Model risk has two components:
- Model Risk : Modeling error which can lead to an inaccurate calculation of the expected loss
- Model Risk Factors : Different situations that can lead to failure of models
Risk factors or Model Risk Factors can be broadly categorised into:
- Model Robustness
- Model Condition
- Model Structure
- Model Consistency
- Model Robustness
The robustness of the model can be examined by introducing changes into the variables or parameters in the model to test how the model responds to different conditions. There are different types of model robustness like:
Regression Model Robustness
Introducing different inputs to the regression models like unexpected loss given default in the loan portfolio will help to examine the robustness of the model
- Forecasting Model Robustness
Instruments that have a similar valuation like the mortgages with similar loans may be evaluated by introducing ‘sudden, drastic, unanticipated macroeconomic changes’ to see if the model also reacts well as the changes were not anticipated.
2. Stress Test Robustness
Models of stress test models simulates the possibility of a set of extreme scenario that may occur in the future. By introducing the extreme scenario to the model, the model should not generate large losses
Model Condition
Model condition is the possibility that specific environment does not correspond to what actually happened in the reality and this is again divided into two subcategories:
- Macro Condition
The macro condition is the possibility of unexpected changes in the economy or political changes. For example, if there is a sudden global financial crisis that decreases the net interest margin from 2% to -1.5% (as in the latest financial crisis), the models may not be able to handle such a change
- Micro Condition
When the conditions are expected to change, the model should be able to handle them. For example, if the credit risk has gone up, the models should be able to take this into account by either increasing the haircuts or reduce the lending coverage ratios
Model Structure
Model structure is the possibility that the structures in the models are not suited to the end-user requirements or may not be design to handle the business requirements. For example, if a model needs to be used for valuing a floating rate, the model should be designed in such a way that the exposures and sensitivities will not rise and fall simultaneously. Or, in the case of a loan portfolio, the models may be designed in such a way that the sensitivity of loan portfolio with respect to the index is not restricted to a certain level of loss
Model Consistency
Model consistency is the possibility that the models are capable of remaining consistent throughout the life of a transaction. How does one examine the model consistency? Normally, model consistency is examined by observing the model output after making changes in the assumptions. For instance, if there is a break in the dependence structures in the models, then this is a possibility that the model will not be consistent. This will show up as unpredictable errors in the output
Model risk can be broadly classified into three types:
- Model Risk for Interest Rate
The model risk for interest rate arises if the interest rates change. The same changes may lead to model sensitivity changes while calculating the risk of interest rate sensitivity.

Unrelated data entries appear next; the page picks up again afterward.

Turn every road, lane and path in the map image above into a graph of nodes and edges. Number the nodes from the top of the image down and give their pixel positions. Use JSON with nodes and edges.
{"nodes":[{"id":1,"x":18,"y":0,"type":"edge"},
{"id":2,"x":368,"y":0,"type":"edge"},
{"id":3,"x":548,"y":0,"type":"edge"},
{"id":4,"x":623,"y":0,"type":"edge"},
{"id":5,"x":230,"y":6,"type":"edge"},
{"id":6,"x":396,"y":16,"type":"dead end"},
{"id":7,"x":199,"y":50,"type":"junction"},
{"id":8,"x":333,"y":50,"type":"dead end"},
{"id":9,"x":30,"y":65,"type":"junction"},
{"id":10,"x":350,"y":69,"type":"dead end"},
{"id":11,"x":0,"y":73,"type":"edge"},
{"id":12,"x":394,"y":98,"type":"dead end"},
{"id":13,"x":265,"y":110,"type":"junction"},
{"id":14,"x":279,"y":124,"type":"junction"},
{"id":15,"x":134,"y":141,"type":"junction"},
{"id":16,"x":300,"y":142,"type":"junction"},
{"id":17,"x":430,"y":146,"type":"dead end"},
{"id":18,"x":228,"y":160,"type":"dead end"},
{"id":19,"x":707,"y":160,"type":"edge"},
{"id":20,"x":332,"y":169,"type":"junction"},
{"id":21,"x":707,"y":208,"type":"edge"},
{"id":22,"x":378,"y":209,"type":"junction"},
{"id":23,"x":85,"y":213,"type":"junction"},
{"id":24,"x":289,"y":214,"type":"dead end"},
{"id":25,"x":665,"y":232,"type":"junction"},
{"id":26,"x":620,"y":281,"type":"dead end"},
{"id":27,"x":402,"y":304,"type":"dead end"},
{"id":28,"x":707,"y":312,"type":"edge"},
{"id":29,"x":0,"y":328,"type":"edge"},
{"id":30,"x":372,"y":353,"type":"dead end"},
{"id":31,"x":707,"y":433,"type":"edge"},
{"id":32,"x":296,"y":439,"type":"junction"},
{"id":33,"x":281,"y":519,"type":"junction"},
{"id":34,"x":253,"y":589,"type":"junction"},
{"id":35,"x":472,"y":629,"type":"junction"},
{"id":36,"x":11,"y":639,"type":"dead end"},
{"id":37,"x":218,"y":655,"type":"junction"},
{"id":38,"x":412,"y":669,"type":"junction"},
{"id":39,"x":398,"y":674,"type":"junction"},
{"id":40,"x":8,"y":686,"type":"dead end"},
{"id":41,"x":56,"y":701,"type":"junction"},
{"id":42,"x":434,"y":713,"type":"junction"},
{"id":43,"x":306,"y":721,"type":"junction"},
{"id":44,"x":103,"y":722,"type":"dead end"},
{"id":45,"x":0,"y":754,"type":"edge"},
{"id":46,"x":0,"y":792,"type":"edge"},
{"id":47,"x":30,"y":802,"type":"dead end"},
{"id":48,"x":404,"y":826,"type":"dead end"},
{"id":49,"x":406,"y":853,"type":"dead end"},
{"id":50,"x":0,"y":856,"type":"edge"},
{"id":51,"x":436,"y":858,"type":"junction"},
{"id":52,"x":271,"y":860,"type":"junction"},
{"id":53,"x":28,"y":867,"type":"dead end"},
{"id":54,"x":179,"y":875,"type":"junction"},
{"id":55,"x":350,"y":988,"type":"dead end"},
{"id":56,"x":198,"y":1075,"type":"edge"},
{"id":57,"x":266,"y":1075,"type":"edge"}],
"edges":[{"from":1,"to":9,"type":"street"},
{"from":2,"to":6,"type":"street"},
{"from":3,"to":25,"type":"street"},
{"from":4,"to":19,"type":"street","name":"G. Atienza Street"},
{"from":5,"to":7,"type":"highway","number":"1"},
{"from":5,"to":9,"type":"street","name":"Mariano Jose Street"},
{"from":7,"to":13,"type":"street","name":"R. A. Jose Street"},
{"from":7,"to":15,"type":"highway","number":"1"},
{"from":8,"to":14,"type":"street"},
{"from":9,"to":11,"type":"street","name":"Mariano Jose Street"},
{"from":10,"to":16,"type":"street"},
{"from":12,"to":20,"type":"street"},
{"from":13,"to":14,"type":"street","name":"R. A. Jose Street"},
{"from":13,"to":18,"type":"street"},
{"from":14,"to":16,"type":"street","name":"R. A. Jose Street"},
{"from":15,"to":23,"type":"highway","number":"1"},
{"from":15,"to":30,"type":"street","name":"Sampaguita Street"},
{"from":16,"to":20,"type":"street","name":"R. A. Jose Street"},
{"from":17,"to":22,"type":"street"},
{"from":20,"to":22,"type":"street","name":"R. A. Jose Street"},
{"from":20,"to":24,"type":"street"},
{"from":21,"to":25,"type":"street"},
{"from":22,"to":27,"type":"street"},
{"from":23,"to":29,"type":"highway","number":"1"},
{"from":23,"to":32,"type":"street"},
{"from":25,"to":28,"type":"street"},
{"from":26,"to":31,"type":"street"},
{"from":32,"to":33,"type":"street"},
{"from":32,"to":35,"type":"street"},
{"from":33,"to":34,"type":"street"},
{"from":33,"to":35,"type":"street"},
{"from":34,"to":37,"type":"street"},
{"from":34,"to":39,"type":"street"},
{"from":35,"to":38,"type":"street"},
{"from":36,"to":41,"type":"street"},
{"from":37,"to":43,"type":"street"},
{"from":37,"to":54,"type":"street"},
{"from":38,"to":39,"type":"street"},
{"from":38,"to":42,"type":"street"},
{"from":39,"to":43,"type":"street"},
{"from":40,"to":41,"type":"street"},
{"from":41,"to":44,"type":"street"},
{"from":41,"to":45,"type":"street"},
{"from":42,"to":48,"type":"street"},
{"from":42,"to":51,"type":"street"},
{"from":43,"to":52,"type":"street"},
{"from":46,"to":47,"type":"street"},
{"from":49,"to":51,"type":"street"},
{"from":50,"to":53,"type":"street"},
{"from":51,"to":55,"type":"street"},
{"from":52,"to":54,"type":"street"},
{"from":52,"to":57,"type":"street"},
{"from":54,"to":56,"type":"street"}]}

- Model Risk for Valuation
The model risk for valuation arises is if the valuation parameters change or the valuation method changes.
- Model Risk for Liquidity Risk
The model risk for liquidity risk arises if the liquidity resource varies.
The above classification is given on the premise that the defects in the models may be caused by one or more of the Model Risk Factors. The issue which is important in the analysis of model risk is answering the question whether the models are in-sync with the business environment or not.
The final identification of where the possible defects in the model are lies on the Final Risk Assessment to see if the model is working as per the objective that it was designed to handle or not.
With all the information provided above, it is fair to say that risk is a major concern especially for a financial institution and model risk is one of the most serious problems in banking. With the plethora of models that are implemented in the day-to-day activities in banking, it is important for every bank to have a model risk management mechanism in place. A mis-estimation of losses can cause huge losses to the bank. It has been seen a number of times in the past when the models were not able to handle the changing market conditions and led to the huge losses in the banks and investment companies. So when it comes to the issues of risk, model risk should be given the highest priority.